Nous vous parlions précédemment du cycle de conférence « les tours en débat » se tenant à Lyon, et, séduits par la proximité de l’évènement, nous avons décidé d’y aller entre rédacteurs d’urbanews. Tout aurait pu bien se dérouler si nos agendas avaient étés à jour… une demi heure de manquée (ainsi que nos places) plus tard, l’organisation de l’évènement ayant été excellente, nous avons tout de même pu assister à celui-ci dans une pièce annexe, sur écran géant, debout, quelle aventure !
Aujourd’hui, c’était Roland Castro, entre autre architecte au projet Grand Paris qui nous a fait l’honneur de sa présence. D’humeurs personnelles aux débats de fond, il a su apporter aux futures conférences des bases de réflexion intéressantes.
Un constat, l’échec du modernisme
N’importe qui peut faire le constat de l’échec de l’époque moderniste et des grands ensembles. Mais les points où Roland Castro se veut le plus insistant ne sont pas forcément ceux auxquels on pense le plus souvent.

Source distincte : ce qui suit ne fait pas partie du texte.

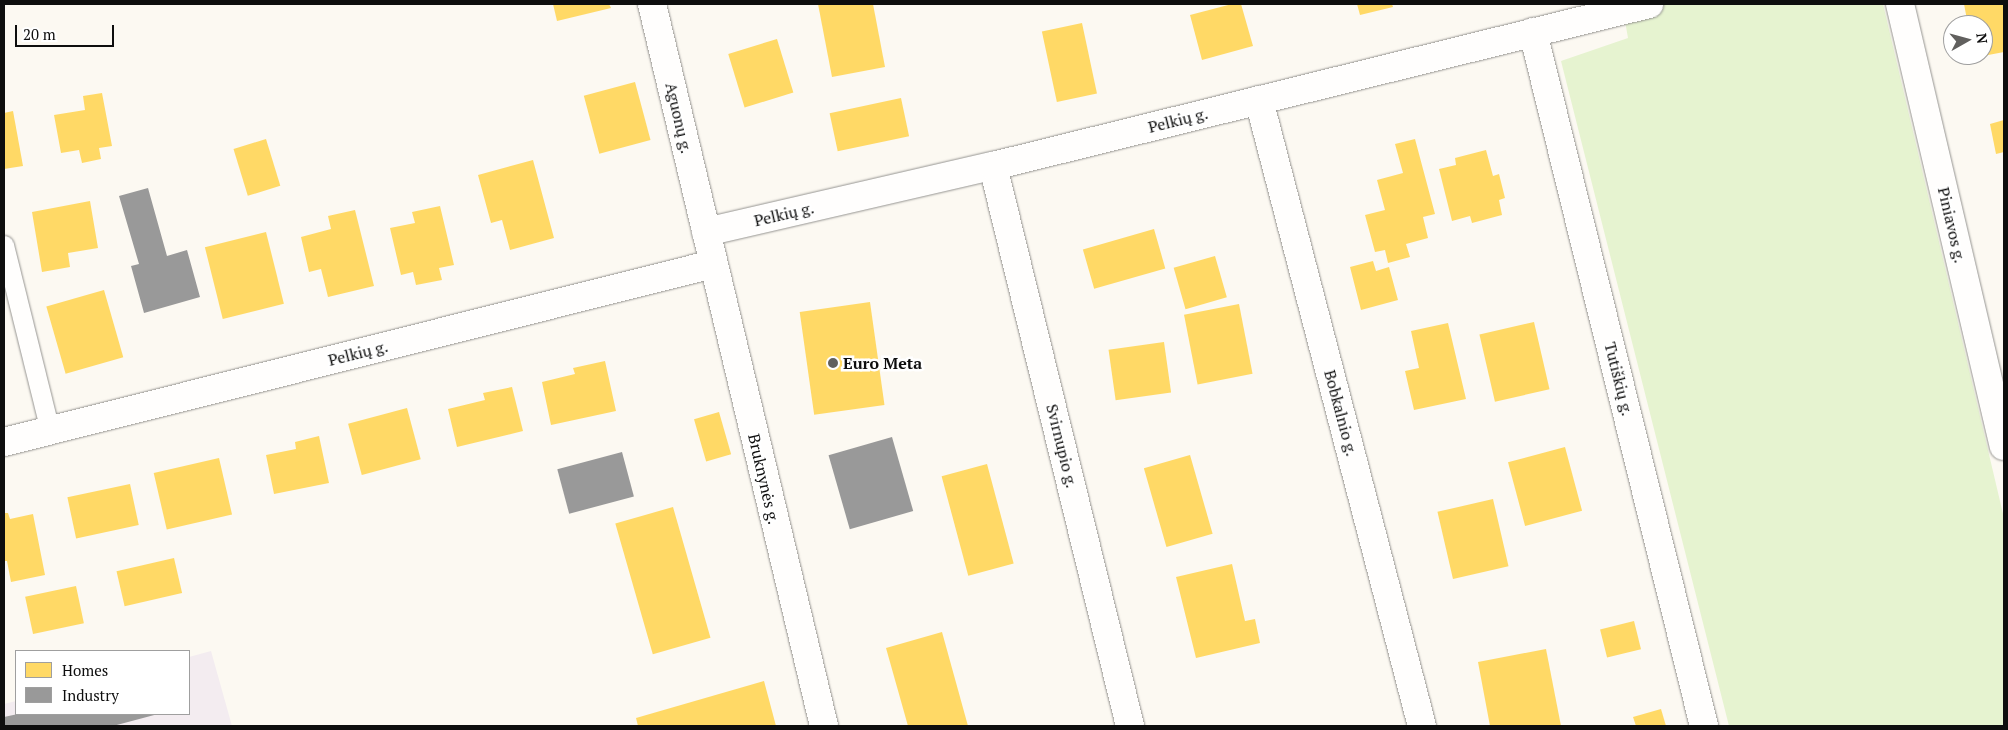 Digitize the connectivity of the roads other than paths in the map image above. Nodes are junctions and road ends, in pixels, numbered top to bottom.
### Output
1 (652, 4) edge
2 (1649, 4) edge
3 (1900, 4) edge
4 (1533, 32) junction
5 (1259, 100) junction
6 (993, 166) junction
7 (706, 232) junction
8 (4, 246) edge
9 (713, 264) junction
10 (50, 431) junction
11 (4, 442) edge
12 (2004, 446) edge
13 (824, 726) edge
14 (1130, 726) edge
15 (1422, 726) edge
16 (1704, 726) edge

1 - 7 street, Aguonų g.
2 - 4 street, Pelkių g.
3 - 12 street, Piniavos g.
4 - 5 street, Pelkių g.
4 - 16 street, Tutiškių g.
5 - 6 street, Pelkių g.
5 - 15 street, Bobkalnio g.
6 - 7 street, Pelkių g.
6 - 14 street, Svirnupio g.
7 - 9 street, Bruknynės g.
8 - 10 lane
9 - 10 street, Pelkių g.
9 - 13 street, Bruknynės g.
10 - 11 street, Pelkių g. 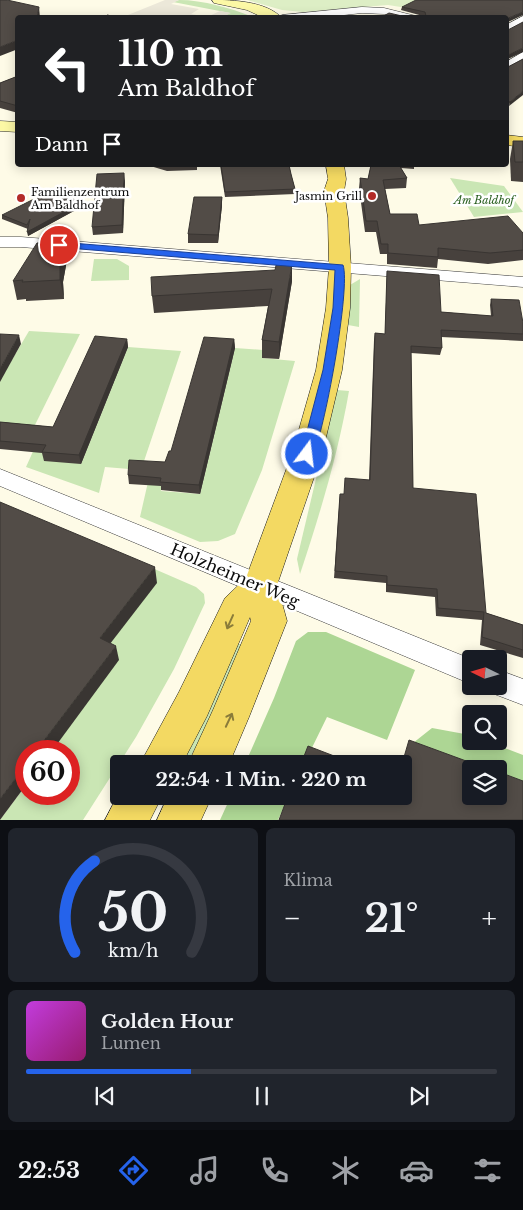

Loin de conspuer le principe des tours en elle-même, bien qu’il en dénonce la mauvaise conception et leur but de « stockage », c’est dans les principes modernistes qu’il trouve ses arguments : le souci de la lumière, de la ligne de vue, de l’orientation et de l’espace ont conduit selon lui l’avènement d’espaces déconnectés de la réalité dans laquelle ils s’inscrivent, rarement dans l’axe du bâti existant, généralement placés sur le seul critère des points cardinaux. A côté de cela, la faible densité rend difficile la rencontre entre les individus, et l’espacement des immeuble efface le sentiment d’appartenir à un ensemble urbain. Comme il l’a de plus fait judicieusement remarquer : dans cette logique, il est souvent agréable de voir depuis l’intérieur, mais rarement de voir la construction depuis l’extérieur.
Débat en présence d’un architecte
Cette inscription dans l’espace, cette prépondérance de lignes, de formes, de ciel dans le débat, montrent bien qu’on a là affaire à un architecte. Loin d’être péjorative comme on peut souvent l’entendre, cette précision marque au contraire bien son souci d’un espace cohérent, pensé dans la durabilité, tout en étant technique et esthétique.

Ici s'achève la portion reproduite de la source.